* _Task item_
Your job is to return every line in the data holding the string "middle".

* _Input data_
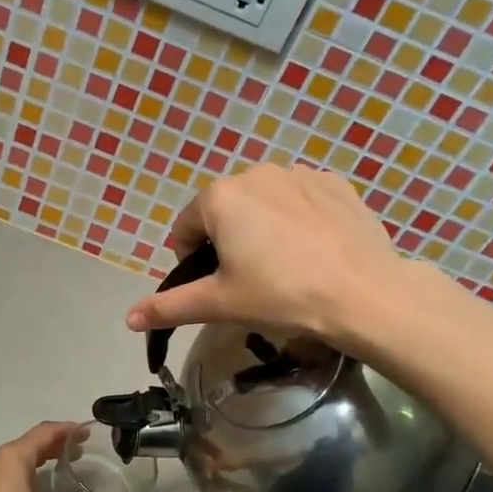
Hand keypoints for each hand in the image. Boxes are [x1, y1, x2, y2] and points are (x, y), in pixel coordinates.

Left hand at [0, 421, 115, 491]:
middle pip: (28, 445)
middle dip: (54, 447)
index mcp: (12, 457)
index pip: (45, 432)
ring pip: (13, 461)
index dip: (67, 430)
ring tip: (54, 472)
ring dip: (35, 463)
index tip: (86, 433)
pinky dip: (20, 478)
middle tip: (77, 453)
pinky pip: (1, 477)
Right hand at [124, 165, 402, 343]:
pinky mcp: (335, 183)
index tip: (215, 288)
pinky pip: (301, 200)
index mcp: (220, 197)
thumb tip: (129, 319)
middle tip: (250, 281)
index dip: (192, 262)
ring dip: (262, 229)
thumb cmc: (281, 295)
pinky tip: (314, 251)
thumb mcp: (220, 303)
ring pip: (264, 203)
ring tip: (286, 267)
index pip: (186, 229)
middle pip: (225, 211)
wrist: (363, 293)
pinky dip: (298, 221)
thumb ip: (170, 307)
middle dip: (228, 242)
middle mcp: (255, 172)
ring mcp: (300, 173)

* _Answer section_
middle pip: (28, 445)
middle dip: (54, 447)
middle tip: (77, 453)
middle tip: (250, 281)
middle pip: (225, 211)
middle dip: (228, 242)
middle mcp: (255, 172)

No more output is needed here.